State drops all charges against Eyal Golan

Popular singer will not be indicted in underage sex scandal; prosecutors cite lack of evidence as reason for closing case.

Eyal Golan (photo credit: Hadad Eliran)
Eyal Golan
(photo credit: Hadad Eliran)
Almost three months after news of an alleged sex scandal involving Eyal Golan and underage girls broke, the Justice Ministry announced on Wednesday it had closed its case against the singer for lack of sufficient evidence.
“I want to thank my mother, my children, and the fans who supported me the entire time,” Golan said following the announcement. “What I had in my heart, I wrote yesterday.”
Golan had proclaimed his innocence on Tuesday, saying, “For the last three months, I have endured very difficult days. I am aware that the Israeli public is angry and confused over what happened, and I am sorry about this.”
The singer, for years one of the country’s top recording artists, the former host of his own reality-show singing competition, and a judge on a second show, was among several men arrested in November after allegations surfaced that he had sex with minors.
The allegations, which became part of a media storm that dominated the news, involved claims that Golan and his inner circle held “sex parties” involving drugs, where underage girls had sex with men twice their age or older. A few days after the case broke, Golan and five other men were brought in for questioning, though Golan was soon released to house arrest.
From almost the very beginning, the police case and the public narrative focused on Golan’s father, Dani Biton, as well as on an employee of Golan’s, Tsahi Asulin. The two men are still expected to be charged with statutory rape.

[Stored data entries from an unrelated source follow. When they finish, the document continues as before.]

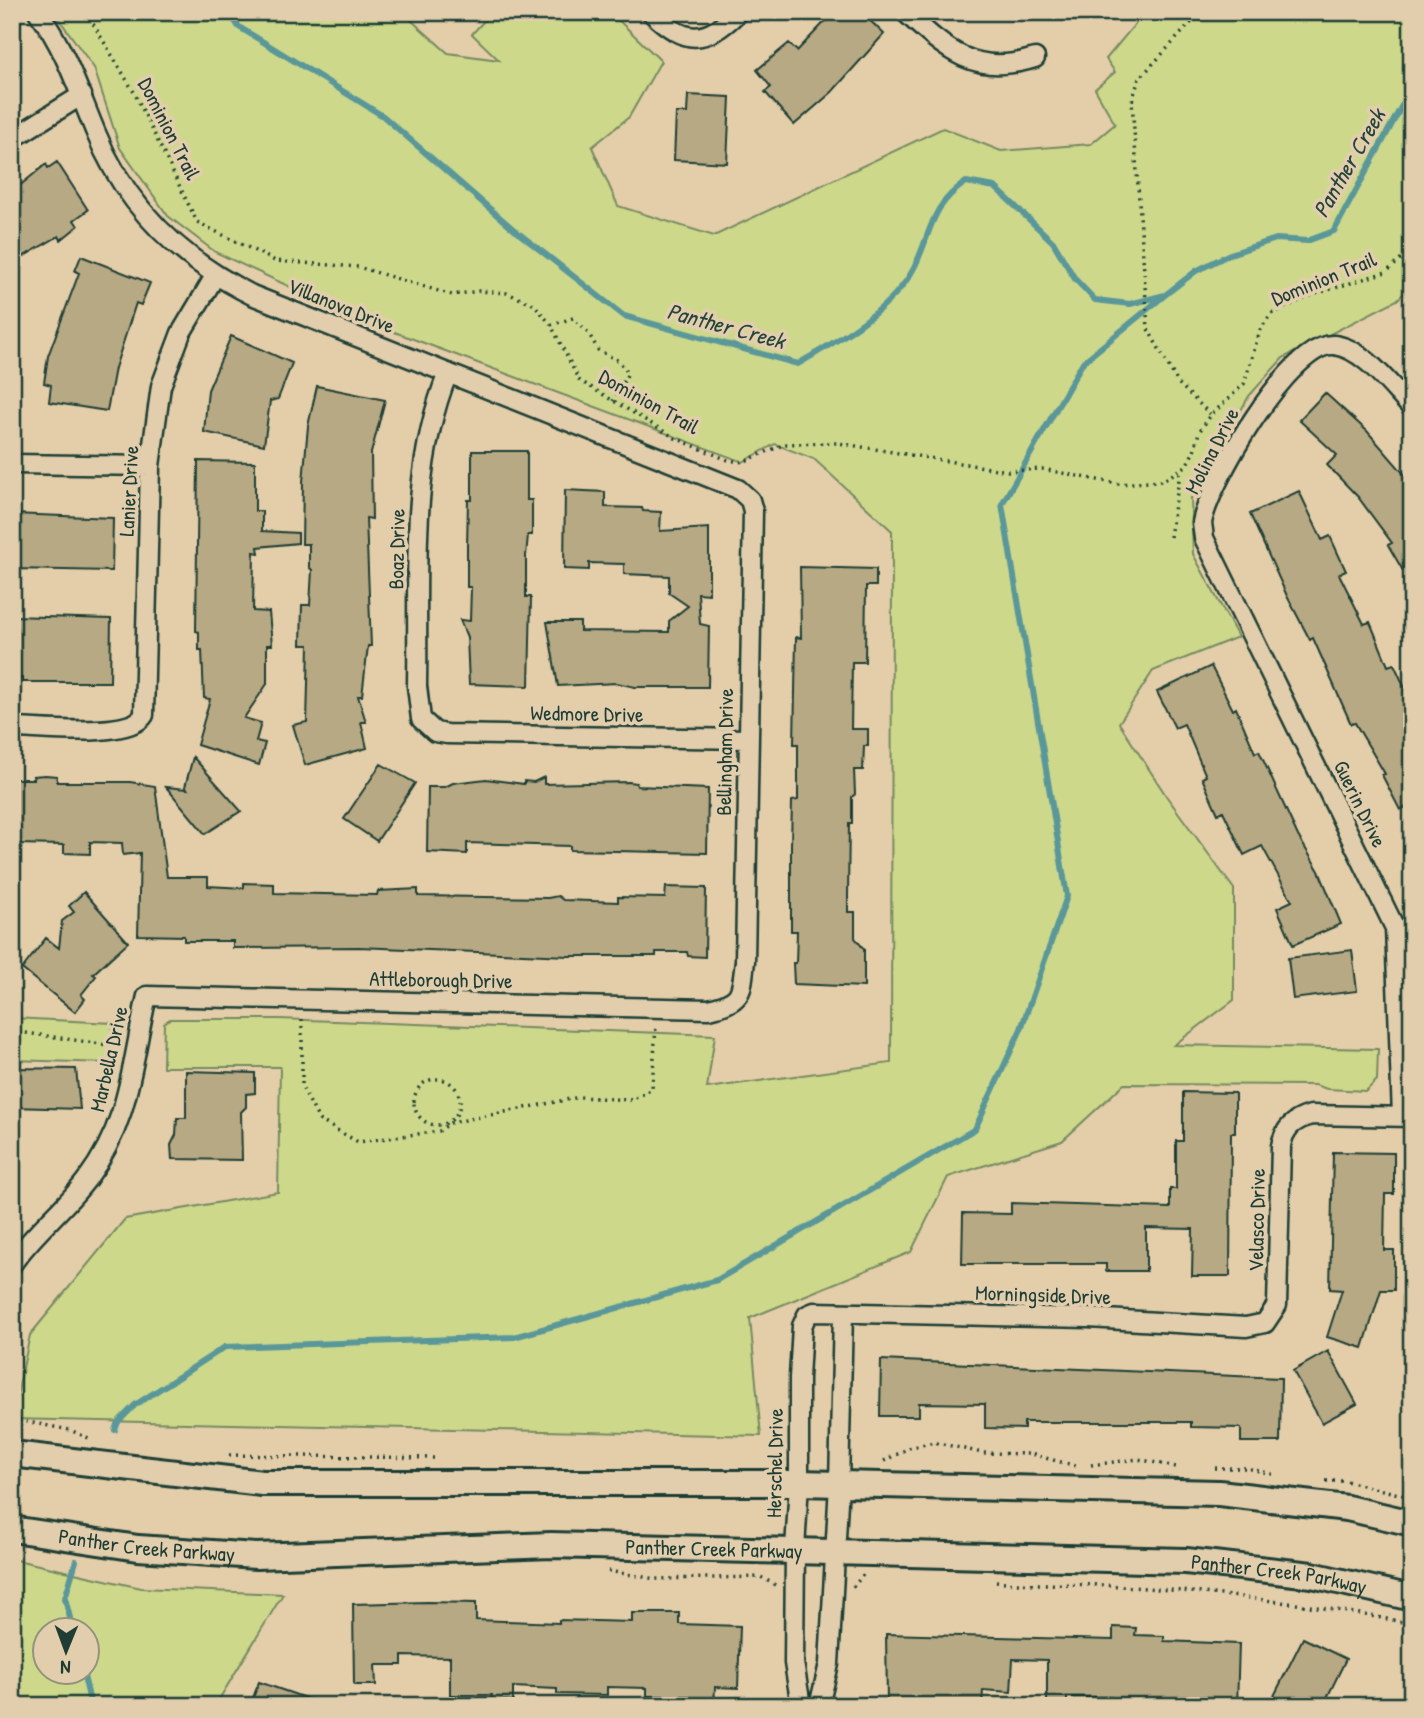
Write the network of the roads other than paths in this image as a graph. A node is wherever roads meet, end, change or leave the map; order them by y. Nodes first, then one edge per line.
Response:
1 (38, 12) edge
2 (651, 12) edge
3 (738, 12) edge
4 (905, 12) edge
5 (932, 12) edge
6 (920, 26) junction
7 (1035, 58) dead end
8 (82, 95) junction
9 (12, 139) edge
10 (215, 276) junction
11 (448, 373) junction
12 (1412, 408) edge
13 (12, 464) edge
14 (150, 466) junction
15 (750, 500) joint
16 (1203, 530) joint
17 (428, 727) joint
18 (12, 728) edge
19 (747, 739) junction
20 (147, 996) joint
21 (733, 1001) joint
22 (1407, 1117) edge
23 (12, 1264) edge
24 (814, 1312) joint
25 (843, 1313) junction
26 (1269, 1320) joint
27 (12, 1454) edge
28 (799, 1483) junction
29 (839, 1484) junction
30 (1412, 1522) edge
31 (12, 1529) edge
32 (795, 1549) junction
33 (833, 1551) junction
34 (1412, 1598) edge
35 (801, 1706) edge
36 (819, 1706) edge

1 - 8 street, Villanova Drive
2 - 3 street
4 - 6 street
5 - 6 lane
6 - 7 street
8 - 9 street
8 - 10 street, Villanova Drive
10 - 11 street, Villanova Drive
10 - 14 street, Lanier Drive
11 - 15 street, Villanova Drive
11 - 17 street, Boaz Drive
12 - 16 street, Molina Drive
13 - 14 street
14 - 18 street, Lanier Drive
15 - 19 street, Bellingham Drive
16 - 22 street, Guerin Drive
17 - 19 street, Wedmore Drive
19 - 21 street, Bellingham Drive
20 - 21 street, Attleborough Drive
20 - 23 street, Marbella Drive
22 - 26 street, Velasco Drive
24 - 25 street, Morningside Drive
24 - 28 street, Herschel Drive
25 - 26 street, Morningside Drive
25 - 29 street
27 - 28 main road
28 - 29 main road
28 - 32 street, Herschel Drive
29 - 30 main road
29 - 33 street
31 - 32 main road, Panther Creek Parkway
32 - 33 main road, Panther Creek Parkway
32 - 35 street, Herschel Drive
33 - 34 main road, Panther Creek Parkway
33 - 36 street

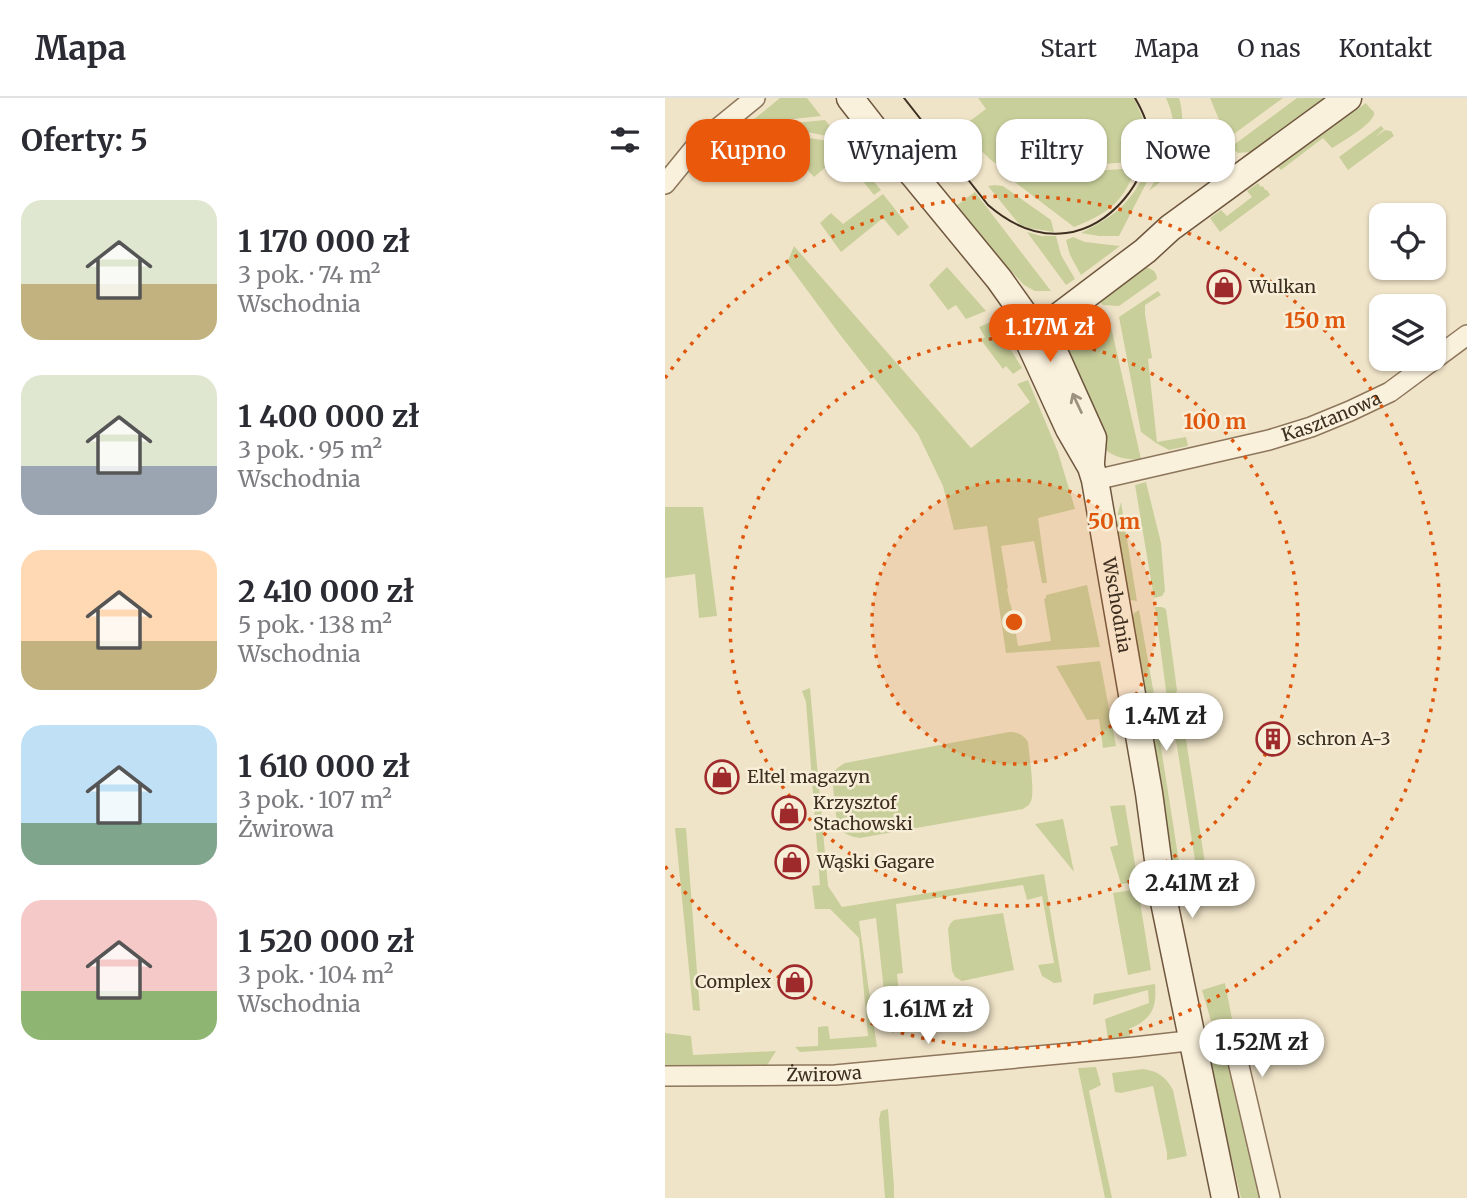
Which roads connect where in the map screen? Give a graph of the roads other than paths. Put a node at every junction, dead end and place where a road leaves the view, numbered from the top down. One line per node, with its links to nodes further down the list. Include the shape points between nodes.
1 (755, 98): 4 (street, via 696,146)
2 (850, 98): 5 (street, Wschodnia)
3 (1348, 98): 5 (street)
4 (665, 184)
5 (1037, 327): 7 (street, Wschodnia, via 1093,438)
6 (1467, 335): 7 (street, Kasztanowa, via 1390,392 1311,427 1269,440)
7 (1093, 474): 8 (street, Wschodnia, via 1163,897)
8 (1192, 1040): 9 (street, Żwirowa, via 835,1075); 10 (street, Wschodnia); 11 (street, Żwirowa, via 1231,1036)
9 (665, 1076)
10 (1225, 1198)
11 (1269, 1198)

Biton, 61, is suspected of exploiting his proximity to his son’s fame to lure underage girls and then having sexual relations with them. He and Asulin are also suspected of giving the girls money and gifts to sleep with them.
As the presiding judge said at Biton’s first remand extension, he “exploited the naiveté of underage girls who wanted a touch of glamour.”
Addressing the case on Tuesday, Golan denied that he knowingly slept with a minor, saying the girl in question misrepresented herself.
“There was an embarrassing situation in which I told police that my father came to my house together with two women without my knowledge or my consent,” Golan said.
“One of the women said that she was 21 years old. I then became suspicious that this girl was younger. I asked her how old she was, and she acknowledged that she was just 17 years old.
“At that moment, I immediately left the apartment in order to avoid doing harm to her honor,” the singer said.
Golan said that he “never committed an act that would be an affront to a woman or a man,” and that the women who made the original allegations against him were caught in a lie.
The singer said that he had dismissed his formerly trusted associates after it became clear that they were involved in “deeds that aren’t to be done.”
He put much of the blame on his father, saying that one of the biggest mistakes he made was letting his father back into his inner circle decades after he abandoned him as a child.
At Biton and Asulin’s first hearing, a police detective said that Asulin knew at least one of the girls was 17, because she is a relative of his, and that there are witnesses who linked him to doing drugs with minors.
From the beginning the case against Golan was plagued by unreliable witnesses, including at least one girl who later recanted her testimony against the singer.
The case has led to a public backlash against Golan, who has seen concerts canceled and a big reduction in the airtime his songs get on radio.
He was asked to step down from his position as a judge on the reality show Hacochav Haba (“The Next Star”).
The Golan case triggered a public debate about the use of court-issued gag orders, in that the press was banned form publishing his name for almost a week, having instead to write “the famous singer” even after most of the public knew that he was the suspect in question.